Check each line of the listing for the word "edges" and report how many lines contain it, giving nothing but the number.

- Opening Delimiter -

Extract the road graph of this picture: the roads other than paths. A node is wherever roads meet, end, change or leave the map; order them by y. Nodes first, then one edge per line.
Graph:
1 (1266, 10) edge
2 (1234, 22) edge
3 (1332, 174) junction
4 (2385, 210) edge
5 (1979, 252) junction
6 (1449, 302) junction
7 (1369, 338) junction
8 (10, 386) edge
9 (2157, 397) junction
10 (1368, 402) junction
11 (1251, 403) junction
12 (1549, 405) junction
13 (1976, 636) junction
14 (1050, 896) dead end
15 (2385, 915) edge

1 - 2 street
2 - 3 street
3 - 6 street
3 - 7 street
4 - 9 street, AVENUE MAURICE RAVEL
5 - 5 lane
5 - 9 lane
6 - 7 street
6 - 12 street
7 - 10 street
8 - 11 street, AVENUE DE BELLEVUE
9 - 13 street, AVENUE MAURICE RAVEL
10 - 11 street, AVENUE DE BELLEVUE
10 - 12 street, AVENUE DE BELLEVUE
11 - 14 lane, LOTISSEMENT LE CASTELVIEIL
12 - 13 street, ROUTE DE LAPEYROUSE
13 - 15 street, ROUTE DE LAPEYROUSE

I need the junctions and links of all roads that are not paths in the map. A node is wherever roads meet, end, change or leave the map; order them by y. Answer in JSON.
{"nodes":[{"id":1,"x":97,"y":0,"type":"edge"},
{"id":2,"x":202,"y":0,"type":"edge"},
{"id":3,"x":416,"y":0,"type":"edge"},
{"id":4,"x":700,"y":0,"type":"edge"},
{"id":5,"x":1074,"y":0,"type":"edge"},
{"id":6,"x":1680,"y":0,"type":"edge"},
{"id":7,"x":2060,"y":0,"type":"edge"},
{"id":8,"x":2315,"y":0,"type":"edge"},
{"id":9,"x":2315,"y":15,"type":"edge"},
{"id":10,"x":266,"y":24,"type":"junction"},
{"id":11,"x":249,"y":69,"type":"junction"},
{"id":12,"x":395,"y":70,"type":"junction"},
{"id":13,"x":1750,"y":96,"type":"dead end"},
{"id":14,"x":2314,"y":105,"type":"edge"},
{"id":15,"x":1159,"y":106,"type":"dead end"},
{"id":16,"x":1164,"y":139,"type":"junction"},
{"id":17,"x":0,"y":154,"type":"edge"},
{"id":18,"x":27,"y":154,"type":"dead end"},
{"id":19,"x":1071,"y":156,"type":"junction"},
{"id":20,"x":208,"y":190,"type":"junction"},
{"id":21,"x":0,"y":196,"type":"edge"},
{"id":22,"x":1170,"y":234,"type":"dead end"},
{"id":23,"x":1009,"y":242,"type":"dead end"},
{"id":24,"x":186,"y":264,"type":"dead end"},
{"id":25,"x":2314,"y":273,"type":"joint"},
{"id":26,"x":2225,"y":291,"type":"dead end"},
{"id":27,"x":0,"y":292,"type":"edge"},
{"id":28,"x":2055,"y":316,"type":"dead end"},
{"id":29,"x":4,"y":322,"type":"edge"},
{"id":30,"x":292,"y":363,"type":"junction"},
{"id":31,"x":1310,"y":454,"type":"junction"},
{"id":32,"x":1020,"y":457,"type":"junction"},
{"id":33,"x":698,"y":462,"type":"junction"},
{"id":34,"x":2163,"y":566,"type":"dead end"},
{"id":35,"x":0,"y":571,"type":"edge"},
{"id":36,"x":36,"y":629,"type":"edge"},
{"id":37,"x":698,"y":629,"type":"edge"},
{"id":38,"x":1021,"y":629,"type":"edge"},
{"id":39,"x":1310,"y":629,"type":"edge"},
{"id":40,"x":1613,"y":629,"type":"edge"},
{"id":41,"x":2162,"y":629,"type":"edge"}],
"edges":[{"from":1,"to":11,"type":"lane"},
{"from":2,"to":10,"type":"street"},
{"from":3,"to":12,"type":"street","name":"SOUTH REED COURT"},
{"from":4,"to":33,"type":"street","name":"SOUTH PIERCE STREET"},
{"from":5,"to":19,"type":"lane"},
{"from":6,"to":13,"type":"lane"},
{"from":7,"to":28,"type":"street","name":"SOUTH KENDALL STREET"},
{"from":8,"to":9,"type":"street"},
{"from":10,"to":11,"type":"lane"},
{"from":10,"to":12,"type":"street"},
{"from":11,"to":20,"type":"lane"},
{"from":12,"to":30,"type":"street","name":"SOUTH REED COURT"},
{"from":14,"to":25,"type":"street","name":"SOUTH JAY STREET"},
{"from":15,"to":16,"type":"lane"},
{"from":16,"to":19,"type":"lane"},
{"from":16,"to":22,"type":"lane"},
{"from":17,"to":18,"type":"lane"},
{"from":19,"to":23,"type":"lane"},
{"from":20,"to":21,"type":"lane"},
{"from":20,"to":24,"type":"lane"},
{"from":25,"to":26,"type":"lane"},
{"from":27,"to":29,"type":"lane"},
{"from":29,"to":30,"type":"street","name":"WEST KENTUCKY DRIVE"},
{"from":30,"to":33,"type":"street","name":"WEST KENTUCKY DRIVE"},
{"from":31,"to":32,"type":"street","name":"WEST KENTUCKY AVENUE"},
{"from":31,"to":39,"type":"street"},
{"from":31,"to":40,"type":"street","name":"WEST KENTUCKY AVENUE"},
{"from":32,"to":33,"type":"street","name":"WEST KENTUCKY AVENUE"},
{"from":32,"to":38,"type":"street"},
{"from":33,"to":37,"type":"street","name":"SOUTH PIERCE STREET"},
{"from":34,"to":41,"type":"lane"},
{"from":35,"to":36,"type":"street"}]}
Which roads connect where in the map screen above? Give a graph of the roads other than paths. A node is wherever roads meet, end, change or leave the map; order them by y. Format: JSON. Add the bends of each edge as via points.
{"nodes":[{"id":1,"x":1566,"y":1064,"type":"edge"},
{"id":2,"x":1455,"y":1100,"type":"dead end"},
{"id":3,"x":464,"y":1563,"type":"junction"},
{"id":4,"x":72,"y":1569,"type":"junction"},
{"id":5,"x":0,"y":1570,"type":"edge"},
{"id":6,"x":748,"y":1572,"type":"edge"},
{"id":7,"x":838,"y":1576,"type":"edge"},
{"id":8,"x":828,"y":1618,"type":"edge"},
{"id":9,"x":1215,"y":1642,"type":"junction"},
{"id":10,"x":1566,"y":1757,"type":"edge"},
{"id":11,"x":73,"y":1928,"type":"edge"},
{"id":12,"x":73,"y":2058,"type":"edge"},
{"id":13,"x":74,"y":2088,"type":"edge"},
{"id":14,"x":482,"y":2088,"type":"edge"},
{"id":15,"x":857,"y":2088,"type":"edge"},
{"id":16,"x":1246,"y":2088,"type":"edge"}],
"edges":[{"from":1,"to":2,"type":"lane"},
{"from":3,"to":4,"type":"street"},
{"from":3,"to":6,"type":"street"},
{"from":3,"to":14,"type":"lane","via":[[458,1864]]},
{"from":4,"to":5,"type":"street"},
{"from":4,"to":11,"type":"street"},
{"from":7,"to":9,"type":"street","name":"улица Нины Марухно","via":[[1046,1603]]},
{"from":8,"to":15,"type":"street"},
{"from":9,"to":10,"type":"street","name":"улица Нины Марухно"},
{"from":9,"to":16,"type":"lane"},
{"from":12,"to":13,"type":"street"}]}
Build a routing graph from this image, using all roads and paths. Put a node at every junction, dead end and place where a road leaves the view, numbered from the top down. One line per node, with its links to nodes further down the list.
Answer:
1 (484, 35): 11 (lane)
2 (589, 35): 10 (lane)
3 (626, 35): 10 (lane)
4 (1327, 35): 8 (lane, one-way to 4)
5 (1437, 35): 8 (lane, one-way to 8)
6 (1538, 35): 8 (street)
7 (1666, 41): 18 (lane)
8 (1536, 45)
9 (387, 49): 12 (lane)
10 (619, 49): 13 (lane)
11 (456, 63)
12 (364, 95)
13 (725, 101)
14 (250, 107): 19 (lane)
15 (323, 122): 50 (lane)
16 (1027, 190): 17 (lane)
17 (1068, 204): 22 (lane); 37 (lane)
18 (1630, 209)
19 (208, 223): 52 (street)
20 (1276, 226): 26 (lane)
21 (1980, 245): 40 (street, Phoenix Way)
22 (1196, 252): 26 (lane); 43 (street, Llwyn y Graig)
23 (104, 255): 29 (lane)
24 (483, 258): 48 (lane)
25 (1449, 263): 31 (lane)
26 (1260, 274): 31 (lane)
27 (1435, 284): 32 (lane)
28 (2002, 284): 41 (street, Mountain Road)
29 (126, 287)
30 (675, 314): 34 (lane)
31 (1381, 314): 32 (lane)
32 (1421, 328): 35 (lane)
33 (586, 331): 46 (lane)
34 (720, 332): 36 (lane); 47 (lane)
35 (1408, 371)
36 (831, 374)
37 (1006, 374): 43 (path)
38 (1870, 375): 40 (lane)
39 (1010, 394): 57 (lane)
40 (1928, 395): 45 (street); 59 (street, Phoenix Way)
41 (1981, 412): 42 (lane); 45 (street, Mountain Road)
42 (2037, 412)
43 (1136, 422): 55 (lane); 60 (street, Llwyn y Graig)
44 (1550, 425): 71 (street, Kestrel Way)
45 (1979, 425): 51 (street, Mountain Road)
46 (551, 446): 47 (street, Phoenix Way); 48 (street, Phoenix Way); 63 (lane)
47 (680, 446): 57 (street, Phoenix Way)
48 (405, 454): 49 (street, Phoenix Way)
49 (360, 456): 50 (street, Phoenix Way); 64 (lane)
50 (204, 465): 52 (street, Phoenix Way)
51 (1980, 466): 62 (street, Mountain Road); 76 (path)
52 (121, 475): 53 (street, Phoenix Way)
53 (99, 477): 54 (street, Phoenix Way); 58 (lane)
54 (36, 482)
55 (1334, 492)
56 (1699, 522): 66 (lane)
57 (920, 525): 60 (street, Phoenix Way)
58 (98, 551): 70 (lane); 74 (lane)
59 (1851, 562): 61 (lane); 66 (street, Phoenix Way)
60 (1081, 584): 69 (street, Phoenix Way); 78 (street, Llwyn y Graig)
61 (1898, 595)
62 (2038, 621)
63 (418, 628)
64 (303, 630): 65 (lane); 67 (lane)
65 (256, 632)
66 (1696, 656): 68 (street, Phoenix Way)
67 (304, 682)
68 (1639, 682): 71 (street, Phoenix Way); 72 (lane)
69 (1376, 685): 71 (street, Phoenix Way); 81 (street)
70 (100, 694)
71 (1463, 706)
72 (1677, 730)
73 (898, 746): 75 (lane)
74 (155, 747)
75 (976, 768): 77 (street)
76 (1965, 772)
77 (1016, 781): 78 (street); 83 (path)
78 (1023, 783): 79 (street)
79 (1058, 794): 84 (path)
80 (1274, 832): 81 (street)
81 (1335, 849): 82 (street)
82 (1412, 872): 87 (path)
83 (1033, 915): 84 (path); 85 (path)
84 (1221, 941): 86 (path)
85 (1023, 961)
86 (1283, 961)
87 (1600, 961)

- Closing Delimiter -

Task output →
2